▶ WHAT YOU SHOULD DO
Go through the material below and return each line with the string "Billingsport" in it.

▶ DATA PROVIDED
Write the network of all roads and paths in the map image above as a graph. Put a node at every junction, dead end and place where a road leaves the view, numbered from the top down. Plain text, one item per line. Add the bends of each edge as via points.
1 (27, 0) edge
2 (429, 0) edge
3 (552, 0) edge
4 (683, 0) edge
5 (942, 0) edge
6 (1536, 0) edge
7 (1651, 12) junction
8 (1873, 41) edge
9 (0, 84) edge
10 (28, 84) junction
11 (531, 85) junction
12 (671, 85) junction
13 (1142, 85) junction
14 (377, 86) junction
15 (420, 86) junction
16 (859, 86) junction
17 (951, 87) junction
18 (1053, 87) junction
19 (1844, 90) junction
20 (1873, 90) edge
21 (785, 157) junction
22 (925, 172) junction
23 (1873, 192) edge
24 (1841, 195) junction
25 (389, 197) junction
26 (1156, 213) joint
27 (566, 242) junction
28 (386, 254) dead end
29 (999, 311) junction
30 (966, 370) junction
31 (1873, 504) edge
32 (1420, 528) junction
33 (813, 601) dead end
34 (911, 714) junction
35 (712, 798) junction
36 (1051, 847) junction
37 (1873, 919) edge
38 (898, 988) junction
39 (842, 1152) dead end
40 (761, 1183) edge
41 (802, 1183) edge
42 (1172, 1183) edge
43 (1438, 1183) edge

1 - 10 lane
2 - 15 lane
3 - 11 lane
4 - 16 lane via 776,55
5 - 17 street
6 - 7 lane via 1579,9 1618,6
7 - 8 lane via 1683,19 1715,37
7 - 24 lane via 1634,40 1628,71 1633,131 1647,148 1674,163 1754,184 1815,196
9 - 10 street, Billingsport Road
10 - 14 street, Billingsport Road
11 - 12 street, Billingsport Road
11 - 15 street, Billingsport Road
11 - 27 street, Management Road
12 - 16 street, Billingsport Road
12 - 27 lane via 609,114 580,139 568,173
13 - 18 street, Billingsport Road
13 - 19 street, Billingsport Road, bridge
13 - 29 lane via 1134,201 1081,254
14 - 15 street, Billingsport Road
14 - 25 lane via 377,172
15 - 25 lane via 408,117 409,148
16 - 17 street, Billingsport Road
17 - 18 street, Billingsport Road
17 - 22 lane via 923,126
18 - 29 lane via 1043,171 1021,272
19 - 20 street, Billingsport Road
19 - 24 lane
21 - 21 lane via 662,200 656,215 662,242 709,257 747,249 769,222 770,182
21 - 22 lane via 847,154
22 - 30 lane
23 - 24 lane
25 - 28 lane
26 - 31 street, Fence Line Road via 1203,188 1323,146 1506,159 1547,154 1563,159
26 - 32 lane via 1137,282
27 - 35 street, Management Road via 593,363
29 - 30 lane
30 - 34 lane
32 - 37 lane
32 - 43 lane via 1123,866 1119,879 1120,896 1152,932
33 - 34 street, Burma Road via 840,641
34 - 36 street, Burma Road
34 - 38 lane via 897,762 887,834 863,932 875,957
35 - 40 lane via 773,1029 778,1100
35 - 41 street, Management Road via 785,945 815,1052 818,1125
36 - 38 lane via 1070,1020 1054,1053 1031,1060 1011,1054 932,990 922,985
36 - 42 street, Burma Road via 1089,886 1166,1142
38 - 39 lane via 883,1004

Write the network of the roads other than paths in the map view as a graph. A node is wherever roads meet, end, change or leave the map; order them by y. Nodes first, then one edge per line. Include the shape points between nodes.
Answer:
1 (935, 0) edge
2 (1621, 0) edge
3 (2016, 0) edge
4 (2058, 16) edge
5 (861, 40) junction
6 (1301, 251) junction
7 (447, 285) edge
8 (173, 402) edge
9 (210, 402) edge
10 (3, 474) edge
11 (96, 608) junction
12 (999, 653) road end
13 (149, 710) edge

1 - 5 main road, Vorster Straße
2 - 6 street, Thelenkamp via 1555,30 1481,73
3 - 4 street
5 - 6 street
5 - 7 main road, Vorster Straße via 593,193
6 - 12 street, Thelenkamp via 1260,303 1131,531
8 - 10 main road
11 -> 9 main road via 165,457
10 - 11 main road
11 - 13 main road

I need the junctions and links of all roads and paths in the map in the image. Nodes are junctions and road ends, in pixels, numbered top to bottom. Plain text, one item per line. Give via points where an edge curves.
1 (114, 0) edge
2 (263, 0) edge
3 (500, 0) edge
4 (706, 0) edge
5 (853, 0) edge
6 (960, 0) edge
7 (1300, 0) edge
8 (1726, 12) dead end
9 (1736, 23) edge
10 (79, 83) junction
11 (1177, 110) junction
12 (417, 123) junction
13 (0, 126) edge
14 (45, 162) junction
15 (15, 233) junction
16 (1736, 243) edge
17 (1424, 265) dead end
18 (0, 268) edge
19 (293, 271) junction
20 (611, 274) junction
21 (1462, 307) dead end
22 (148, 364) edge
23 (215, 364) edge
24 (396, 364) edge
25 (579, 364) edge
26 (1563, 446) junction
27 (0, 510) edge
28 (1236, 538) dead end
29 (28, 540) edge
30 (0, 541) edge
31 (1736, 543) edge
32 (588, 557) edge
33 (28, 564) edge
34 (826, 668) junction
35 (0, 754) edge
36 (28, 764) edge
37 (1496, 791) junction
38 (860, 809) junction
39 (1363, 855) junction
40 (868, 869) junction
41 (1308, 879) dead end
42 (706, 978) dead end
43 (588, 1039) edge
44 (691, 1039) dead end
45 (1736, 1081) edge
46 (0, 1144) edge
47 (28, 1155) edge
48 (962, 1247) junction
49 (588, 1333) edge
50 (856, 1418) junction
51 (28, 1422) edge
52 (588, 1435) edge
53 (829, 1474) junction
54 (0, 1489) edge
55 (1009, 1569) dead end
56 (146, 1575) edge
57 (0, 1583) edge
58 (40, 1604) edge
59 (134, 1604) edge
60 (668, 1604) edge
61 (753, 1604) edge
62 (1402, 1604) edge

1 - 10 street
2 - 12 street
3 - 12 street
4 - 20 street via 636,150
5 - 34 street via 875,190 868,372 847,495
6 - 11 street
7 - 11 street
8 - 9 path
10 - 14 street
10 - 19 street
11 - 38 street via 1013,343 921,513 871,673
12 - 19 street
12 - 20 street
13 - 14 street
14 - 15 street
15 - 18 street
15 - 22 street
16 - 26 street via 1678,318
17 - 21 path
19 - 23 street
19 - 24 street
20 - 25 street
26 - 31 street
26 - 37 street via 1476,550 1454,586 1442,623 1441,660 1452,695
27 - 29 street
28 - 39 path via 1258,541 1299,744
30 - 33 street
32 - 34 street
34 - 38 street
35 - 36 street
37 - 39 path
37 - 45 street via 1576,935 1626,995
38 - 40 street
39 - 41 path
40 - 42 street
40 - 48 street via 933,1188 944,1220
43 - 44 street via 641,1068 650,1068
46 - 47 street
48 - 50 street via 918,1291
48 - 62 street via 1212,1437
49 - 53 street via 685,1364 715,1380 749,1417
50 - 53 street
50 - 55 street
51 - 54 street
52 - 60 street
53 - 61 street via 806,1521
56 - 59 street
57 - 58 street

▶ THE ANSWER
9 - 10 street, Billingsport Road
10 - 14 street, Billingsport Road
11 - 12 street, Billingsport Road
11 - 15 street, Billingsport Road
12 - 16 street, Billingsport Road
13 - 18 street, Billingsport Road
13 - 19 street, Billingsport Road, bridge
14 - 15 street, Billingsport Road
16 - 17 street, Billingsport Road
17 - 18 street, Billingsport Road
19 - 20 street, Billingsport Road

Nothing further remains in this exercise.